機能性ディスペプシアの器質的な原因

(2015年6月) "Psychotherapy and Psychosomatic" 誌に掲載されたルーヴェン大学の研究で機能性ディスペプシア(機能性消化不良)の器質的(*)な原因の調査が行われています。
(*) 医学の分野において「器質」は「機能」の対義語です。 機能性疾患とは身体には異常が見当たらないのに体の具合が悪いという病気のことなので、「機能性ディスペプシアの器質的な原因」と言うと「これまで身体的な原因が見当たらなかったディスペプシアにもやっぱり身体的な原因があった」という意味になります。
機能性ディスペプシアとは

機能性ディスペプシアとは、胃の痛みや胃もたれがあるのにこれといった原因が見当たらないという病気です。

機能性ディスペプシアは、気分障害や不安障害などの精神疾患や機能性ディスペプシア以外の機能性胃腸障害あるいは機能性身体症候群と同時に生じるケースが少なくありません。

研究の方法

この研究では、PET(陽電子放射形コンピューター断層撮影法)と呼ばれる技術を用いて、機能性ディスペプシアの患者12人と健常者12人とで脳に存在するカンナビノイド受容体(CB-1)を比較しました。 健常者の12人は機能性ディスペプシアの患者と年齢・性別・BMIが同等になるように選出されました。

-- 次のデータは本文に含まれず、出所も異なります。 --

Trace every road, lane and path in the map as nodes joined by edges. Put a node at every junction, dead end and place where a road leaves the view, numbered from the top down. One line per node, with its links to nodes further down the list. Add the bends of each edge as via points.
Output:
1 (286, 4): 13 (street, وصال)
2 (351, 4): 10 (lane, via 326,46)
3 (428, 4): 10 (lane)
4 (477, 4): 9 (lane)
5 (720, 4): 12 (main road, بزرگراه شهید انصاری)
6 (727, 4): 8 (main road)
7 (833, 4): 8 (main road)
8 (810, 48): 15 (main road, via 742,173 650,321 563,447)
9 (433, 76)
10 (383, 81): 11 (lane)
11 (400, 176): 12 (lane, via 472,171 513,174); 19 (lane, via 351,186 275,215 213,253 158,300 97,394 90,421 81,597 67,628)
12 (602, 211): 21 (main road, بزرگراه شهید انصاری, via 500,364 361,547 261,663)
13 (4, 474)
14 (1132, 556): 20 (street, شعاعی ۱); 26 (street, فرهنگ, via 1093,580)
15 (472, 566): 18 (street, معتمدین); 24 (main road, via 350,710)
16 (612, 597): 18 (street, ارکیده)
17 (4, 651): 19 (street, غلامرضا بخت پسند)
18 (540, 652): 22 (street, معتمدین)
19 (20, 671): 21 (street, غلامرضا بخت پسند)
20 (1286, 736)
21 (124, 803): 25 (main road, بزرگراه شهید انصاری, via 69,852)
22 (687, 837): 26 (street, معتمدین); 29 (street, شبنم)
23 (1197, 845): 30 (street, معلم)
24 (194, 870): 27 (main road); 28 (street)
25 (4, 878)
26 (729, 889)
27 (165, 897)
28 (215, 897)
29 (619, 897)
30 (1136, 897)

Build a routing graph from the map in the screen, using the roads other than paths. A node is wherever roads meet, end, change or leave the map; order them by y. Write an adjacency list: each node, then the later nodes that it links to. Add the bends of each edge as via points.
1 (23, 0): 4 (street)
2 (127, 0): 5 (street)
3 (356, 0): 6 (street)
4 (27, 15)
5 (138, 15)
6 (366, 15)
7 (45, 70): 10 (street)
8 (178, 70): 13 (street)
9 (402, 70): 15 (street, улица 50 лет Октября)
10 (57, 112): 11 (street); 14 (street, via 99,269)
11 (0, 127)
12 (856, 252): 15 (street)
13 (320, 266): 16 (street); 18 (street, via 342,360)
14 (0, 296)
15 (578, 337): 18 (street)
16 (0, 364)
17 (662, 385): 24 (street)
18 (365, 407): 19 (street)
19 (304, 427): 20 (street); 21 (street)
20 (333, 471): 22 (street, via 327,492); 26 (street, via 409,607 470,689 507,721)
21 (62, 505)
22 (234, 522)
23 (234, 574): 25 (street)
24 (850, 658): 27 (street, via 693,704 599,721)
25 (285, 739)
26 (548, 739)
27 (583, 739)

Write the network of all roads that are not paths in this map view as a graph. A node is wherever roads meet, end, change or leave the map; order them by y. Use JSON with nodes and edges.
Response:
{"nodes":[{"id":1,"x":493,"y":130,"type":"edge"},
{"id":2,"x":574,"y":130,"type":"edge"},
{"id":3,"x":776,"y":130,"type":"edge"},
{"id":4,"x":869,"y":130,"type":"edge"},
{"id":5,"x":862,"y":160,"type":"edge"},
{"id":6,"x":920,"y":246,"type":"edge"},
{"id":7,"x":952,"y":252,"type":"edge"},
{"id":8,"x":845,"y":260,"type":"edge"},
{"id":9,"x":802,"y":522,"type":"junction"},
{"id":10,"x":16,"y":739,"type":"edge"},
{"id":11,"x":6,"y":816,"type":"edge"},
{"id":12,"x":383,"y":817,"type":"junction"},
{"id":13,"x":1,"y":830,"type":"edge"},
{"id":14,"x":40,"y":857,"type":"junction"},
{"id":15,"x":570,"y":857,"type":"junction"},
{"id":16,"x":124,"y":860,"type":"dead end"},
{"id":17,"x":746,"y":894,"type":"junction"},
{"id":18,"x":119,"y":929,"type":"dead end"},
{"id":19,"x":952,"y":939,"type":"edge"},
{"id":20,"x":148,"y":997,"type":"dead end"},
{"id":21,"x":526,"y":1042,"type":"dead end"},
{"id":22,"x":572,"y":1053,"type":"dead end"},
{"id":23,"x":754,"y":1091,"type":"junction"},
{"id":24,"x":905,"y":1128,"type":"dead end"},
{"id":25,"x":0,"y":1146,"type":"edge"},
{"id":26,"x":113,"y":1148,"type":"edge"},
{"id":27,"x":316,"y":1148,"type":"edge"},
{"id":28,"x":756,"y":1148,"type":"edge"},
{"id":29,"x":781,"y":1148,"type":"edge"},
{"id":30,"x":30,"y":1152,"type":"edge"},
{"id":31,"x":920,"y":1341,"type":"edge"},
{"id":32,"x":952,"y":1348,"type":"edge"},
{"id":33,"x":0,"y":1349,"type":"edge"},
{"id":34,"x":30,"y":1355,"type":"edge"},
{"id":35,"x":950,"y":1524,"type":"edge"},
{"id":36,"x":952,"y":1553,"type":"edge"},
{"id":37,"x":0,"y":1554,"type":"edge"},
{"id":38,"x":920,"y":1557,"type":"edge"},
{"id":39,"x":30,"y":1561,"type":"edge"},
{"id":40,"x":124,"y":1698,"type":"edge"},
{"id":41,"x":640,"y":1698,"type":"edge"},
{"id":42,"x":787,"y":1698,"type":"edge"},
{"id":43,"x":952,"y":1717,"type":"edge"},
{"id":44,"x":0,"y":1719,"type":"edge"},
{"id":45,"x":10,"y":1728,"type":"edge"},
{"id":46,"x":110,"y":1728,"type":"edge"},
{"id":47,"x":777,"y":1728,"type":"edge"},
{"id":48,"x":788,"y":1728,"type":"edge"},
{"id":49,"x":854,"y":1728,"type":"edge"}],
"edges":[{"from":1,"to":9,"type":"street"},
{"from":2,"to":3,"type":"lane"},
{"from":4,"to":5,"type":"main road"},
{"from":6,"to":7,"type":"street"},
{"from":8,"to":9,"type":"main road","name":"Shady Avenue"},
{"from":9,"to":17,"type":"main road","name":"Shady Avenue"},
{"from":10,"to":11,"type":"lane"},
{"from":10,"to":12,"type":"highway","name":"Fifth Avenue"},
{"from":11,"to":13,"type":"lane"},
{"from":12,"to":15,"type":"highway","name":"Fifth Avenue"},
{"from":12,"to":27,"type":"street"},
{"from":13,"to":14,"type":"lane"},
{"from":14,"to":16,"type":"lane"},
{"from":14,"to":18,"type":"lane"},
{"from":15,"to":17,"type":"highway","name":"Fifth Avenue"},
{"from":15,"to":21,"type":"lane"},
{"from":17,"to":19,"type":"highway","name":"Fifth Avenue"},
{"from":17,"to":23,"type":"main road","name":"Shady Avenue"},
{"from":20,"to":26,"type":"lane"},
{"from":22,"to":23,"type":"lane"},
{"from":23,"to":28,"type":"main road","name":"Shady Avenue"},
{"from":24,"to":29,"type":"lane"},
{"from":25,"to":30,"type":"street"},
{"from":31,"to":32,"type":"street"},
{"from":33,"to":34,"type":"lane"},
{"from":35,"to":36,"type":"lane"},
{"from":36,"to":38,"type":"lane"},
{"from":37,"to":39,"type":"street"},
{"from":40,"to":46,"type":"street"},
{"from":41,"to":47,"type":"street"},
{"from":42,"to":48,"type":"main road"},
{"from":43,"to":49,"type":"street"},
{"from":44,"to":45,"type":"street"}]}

機能性ディスペプシアの患者12人のうち9人については、2~4年ほど後に再度PET検査を行いました。

結果

機能性ディスペプシアの患者では、脳の領域のうち内臓の痛覚に関与する部分(脳幹・島・前帯状皮質)と食物摂取のホメオシス的(homeostatic)および快楽的(hedonic)な調節に関与している部分(視床下部と腹側線条体)においてCB1受容体の可用性が統計学的に有意に高くなっていました。 そして、数年後にも依然として高いままでした。

これらの脳領域における異常な活性は内在性カンナビノイド系の機能不全が継続しているのが原因かもしれません。